В Западной Европе сохранились и маленькие государства — крупные сеньории на западе Германии, швейцарские республики, лишь часть из которых связала себя непрочными узами конфедерации. Показателен случай Женевы: именно ее пример имплицитно лежит в основе политических теорий Жан-Жака Руссо. На западе все пространство поделено между четырьмя крупными объединениями: Британскими островами, Францией, Испанией и Португалией, — маленькие и средние государства располагаются на восточной окраине, по оси Италия — Альпы — Рейнская область, между Рейном и Эльбой. Они служат буфером между западом и новыми светилами, которые восходят и мерцают на востоке.

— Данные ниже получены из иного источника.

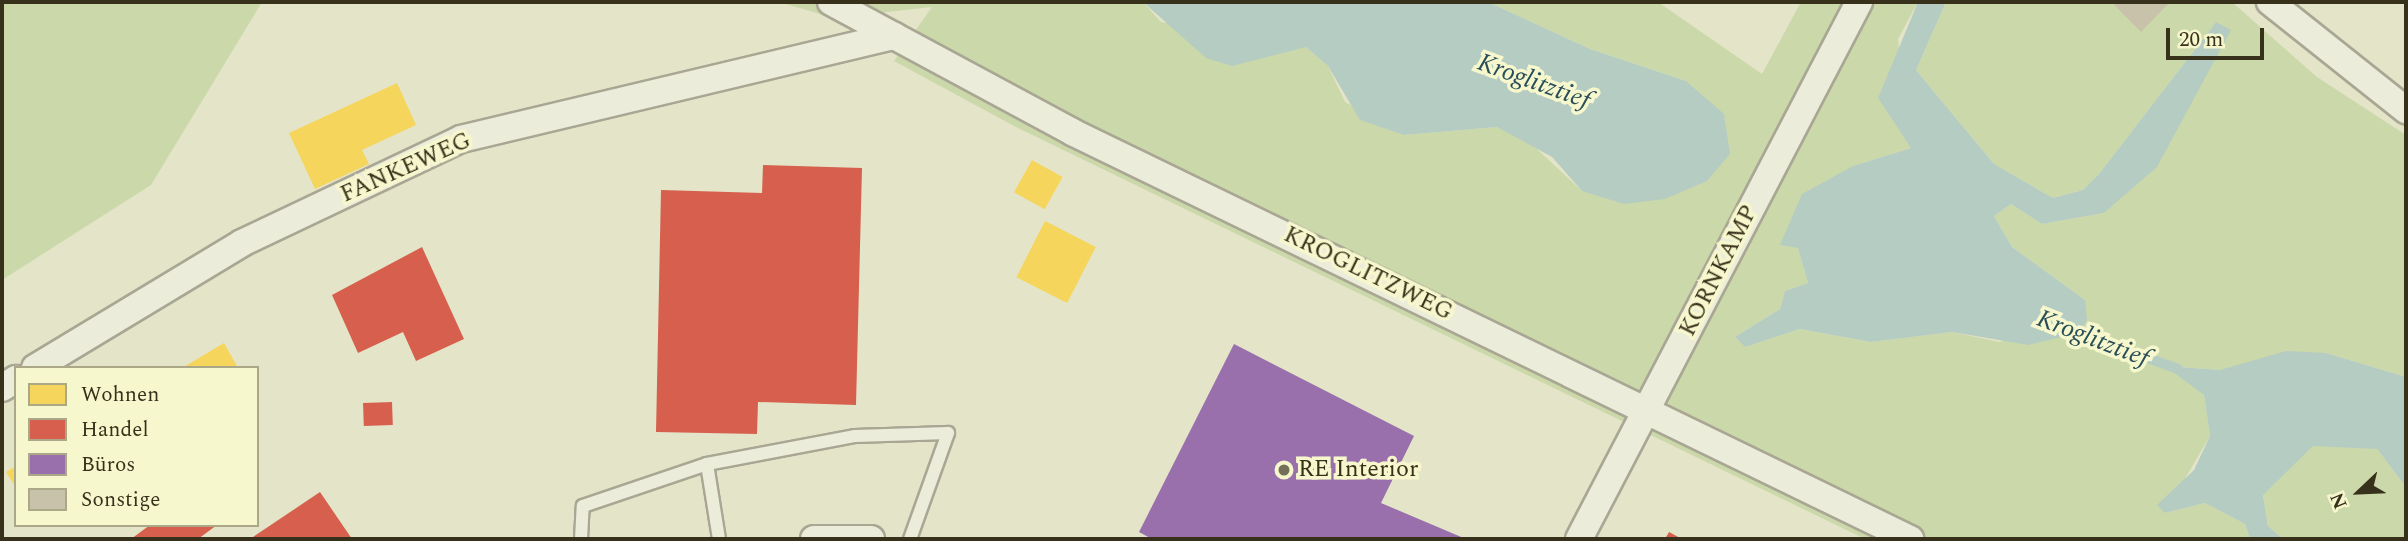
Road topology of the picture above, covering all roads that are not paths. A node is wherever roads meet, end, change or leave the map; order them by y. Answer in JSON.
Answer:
{"nodes":[{"id":1,"x":831,"y":2,"type":"edge"},
{"id":2,"x":1859,"y":2,"type":"edge"},
{"id":3,"x":2270,"y":2,"type":"edge"},
{"id":4,"x":894,"y":36,"type":"junction"},
{"id":5,"x":2406,"y":110,"type":"edge"},
{"id":6,"x":38,"y":366,"type":"edge"},
{"id":7,"x":1647,"y":408,"type":"junction"},
{"id":8,"x":707,"y":464,"type":"junction"},
{"id":9,"x":581,"y":539,"type":"edge"},
{"id":10,"x":719,"y":539,"type":"edge"},
{"id":11,"x":814,"y":539,"type":"edge"},
{"id":12,"x":871,"y":539,"type":"edge"},
{"id":13,"x":909,"y":539,"type":"edge"},
{"id":14,"x":1579,"y":539,"type":"edge"},
{"id":15,"x":1910,"y":539,"type":"edge"}],
"edges":[{"from":1,"to":4,"type":"street","name":"KROGLITZWEG"},
{"from":2,"to":7,"type":"street","name":"KORNKAMP"},
{"from":3,"to":5,"type":"street"},
{"from":4,"to":6,"type":"street","name":"FANKEWEG"},
{"from":4,"to":7,"type":"street","name":"KROGLITZWEG"},
{"from":7,"to":14,"type":"street","name":"KORNKAMP"},
{"from":7,"to":15,"type":"street","name":"KROGLITZWEG"},
{"from":8,"to":9,"type":"lane"},
{"from":8,"to":10,"type":"lane"},
{"from":8,"to":13,"type":"lane"},
{"from":11,"to":12,"type":"street"}]}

На востоке Европы в самом разгаре погоня за ростом населения, и идет освоение внутренних и внешних окраин, — еще не обретен территориальный баланс. Только здесь география государств подвергается непрерывным изменениям. Это ведет к краху старых территориальных образований, таких эфемерных государств, как Священная Римская империя и Польша. Польшу (850 тыс. кв. км), конфедерацию сеймов и магнатских республик, то есть 10 тыс. крупных поместий, ждут три раздела (1772,1793,1795). Последующее формирование польского национального государства началось с предварительной ломки этой политической системы, соответствующей X веку на западе. На столь огромном и неопределенном пространстве ни одно государство не могло стать Иль-де-Франсом или Пруссией, поэтому нападение извне оказалось роковым — оно же стало спасительным. Священная Римская империя напоминает Польшу как по площади, так и по политическому устройству. Однако, в отличие от Польши, германский мир стал свидетелем появления крупных территориальных образований: обширной, хотя и децентрализованной Австрии и не столь протяженной, но более удобно расположенной Пруссии, — которые стали предвестниками пространственной организации, более соответствующей потребностям экономического роста.